Directions for this task: When a line below contains the string "street", show that line.

Records from a collection:
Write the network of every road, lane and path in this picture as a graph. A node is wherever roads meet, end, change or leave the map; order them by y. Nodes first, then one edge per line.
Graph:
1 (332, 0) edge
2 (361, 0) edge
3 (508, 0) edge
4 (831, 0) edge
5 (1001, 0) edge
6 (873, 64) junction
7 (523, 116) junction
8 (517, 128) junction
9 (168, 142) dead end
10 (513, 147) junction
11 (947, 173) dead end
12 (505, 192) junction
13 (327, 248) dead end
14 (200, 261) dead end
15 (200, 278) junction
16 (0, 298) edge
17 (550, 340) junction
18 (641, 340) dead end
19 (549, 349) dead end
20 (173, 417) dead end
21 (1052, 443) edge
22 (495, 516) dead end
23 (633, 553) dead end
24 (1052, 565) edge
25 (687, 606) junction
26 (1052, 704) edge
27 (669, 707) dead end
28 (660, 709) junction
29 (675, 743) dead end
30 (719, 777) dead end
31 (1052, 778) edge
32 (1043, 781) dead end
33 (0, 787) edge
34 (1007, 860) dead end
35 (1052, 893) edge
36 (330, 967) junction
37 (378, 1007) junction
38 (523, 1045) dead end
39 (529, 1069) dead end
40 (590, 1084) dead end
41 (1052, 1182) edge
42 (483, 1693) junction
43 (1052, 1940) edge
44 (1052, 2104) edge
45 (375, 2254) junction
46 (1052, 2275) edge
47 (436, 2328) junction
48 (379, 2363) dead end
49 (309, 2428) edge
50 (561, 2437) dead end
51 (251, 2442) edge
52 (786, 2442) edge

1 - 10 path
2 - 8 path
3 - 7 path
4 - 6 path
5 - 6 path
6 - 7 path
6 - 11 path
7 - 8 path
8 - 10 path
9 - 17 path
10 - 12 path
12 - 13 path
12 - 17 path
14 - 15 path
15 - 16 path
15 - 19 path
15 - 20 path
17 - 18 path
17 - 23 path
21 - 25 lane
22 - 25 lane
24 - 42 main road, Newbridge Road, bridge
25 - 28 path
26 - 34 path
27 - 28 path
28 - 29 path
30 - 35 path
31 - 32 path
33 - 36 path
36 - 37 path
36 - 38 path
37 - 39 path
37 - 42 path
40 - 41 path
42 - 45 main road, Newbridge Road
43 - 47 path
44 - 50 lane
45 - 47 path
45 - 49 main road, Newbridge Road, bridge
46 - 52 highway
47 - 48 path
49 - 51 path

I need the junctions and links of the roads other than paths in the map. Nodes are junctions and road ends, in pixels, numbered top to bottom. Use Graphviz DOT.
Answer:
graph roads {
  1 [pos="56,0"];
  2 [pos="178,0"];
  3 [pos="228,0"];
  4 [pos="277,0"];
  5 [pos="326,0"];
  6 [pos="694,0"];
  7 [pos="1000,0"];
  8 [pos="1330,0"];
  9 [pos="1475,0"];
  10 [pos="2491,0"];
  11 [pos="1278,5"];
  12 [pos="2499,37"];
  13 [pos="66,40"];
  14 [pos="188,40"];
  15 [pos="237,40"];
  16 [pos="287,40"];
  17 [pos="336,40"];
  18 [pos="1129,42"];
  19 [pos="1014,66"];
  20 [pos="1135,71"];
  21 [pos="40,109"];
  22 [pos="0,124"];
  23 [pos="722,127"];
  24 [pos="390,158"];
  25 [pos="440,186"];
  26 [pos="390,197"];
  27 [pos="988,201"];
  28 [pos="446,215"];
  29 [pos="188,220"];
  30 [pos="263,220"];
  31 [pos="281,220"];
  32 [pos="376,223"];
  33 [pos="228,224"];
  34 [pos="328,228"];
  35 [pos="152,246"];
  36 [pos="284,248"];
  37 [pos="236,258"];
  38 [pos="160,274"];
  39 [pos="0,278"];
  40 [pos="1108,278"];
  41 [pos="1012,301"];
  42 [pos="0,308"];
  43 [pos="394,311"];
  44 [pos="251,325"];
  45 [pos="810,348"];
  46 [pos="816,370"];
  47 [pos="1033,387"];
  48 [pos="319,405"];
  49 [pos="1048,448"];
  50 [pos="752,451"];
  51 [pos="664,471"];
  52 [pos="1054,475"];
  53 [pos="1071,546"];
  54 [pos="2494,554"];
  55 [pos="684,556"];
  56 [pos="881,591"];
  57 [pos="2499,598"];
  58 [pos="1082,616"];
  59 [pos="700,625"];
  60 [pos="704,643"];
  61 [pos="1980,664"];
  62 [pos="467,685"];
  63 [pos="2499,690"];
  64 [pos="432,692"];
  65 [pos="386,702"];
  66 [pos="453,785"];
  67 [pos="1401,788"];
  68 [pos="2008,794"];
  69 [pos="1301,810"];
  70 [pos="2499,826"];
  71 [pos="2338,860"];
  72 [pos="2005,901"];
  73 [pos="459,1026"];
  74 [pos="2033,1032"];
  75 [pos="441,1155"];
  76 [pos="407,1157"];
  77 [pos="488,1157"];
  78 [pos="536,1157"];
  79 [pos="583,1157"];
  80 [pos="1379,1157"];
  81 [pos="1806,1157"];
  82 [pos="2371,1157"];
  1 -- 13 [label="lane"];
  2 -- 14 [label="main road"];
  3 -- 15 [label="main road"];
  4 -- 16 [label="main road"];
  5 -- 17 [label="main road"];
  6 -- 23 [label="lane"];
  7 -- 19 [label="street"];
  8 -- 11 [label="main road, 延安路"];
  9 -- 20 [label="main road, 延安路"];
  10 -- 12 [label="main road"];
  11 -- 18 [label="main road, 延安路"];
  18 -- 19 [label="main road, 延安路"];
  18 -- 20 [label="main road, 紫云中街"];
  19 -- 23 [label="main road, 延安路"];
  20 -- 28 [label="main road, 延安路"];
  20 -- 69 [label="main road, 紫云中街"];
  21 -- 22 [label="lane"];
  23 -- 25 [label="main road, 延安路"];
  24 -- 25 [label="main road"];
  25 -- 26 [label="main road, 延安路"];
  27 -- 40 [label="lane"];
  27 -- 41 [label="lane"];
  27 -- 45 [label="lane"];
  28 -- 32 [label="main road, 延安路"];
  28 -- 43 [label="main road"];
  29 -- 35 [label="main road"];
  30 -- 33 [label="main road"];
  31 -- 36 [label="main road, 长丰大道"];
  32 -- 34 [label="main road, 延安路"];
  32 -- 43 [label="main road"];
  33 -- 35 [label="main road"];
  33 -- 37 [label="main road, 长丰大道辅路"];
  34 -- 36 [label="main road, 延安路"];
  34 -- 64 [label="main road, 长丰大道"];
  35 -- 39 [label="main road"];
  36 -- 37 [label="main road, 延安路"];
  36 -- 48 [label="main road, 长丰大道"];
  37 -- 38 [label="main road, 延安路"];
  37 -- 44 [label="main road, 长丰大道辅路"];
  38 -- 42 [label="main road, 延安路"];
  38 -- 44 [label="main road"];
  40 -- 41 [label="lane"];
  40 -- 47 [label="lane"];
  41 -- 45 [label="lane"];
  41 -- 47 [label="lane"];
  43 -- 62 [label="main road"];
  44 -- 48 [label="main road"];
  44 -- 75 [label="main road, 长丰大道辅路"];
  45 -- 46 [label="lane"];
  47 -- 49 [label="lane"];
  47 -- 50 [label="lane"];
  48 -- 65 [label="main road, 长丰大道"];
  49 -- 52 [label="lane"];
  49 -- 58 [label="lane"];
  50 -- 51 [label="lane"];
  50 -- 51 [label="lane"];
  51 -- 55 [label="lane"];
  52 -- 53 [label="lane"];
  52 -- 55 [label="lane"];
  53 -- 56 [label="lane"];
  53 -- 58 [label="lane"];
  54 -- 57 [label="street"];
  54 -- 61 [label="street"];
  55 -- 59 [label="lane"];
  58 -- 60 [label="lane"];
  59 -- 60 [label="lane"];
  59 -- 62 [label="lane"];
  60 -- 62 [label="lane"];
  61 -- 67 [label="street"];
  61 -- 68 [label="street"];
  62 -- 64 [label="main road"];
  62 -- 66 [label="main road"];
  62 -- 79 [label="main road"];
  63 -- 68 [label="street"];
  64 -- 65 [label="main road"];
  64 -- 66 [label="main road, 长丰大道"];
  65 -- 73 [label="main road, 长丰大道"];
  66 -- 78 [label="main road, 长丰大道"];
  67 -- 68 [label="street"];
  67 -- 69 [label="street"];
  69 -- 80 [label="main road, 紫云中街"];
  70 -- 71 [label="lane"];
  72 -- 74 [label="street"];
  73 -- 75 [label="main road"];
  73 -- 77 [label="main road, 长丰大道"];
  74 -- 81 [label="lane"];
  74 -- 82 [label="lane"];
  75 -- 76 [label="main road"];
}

Exercise output:
  7 -- 19 [label="street"];
  54 -- 57 [label="street"];
  54 -- 61 [label="street"];
  61 -- 67 [label="street"];
  61 -- 68 [label="street"];
  63 -- 68 [label="street"];
  67 -- 68 [label="street"];
  67 -- 69 [label="street"];
  72 -- 74 [label="street"];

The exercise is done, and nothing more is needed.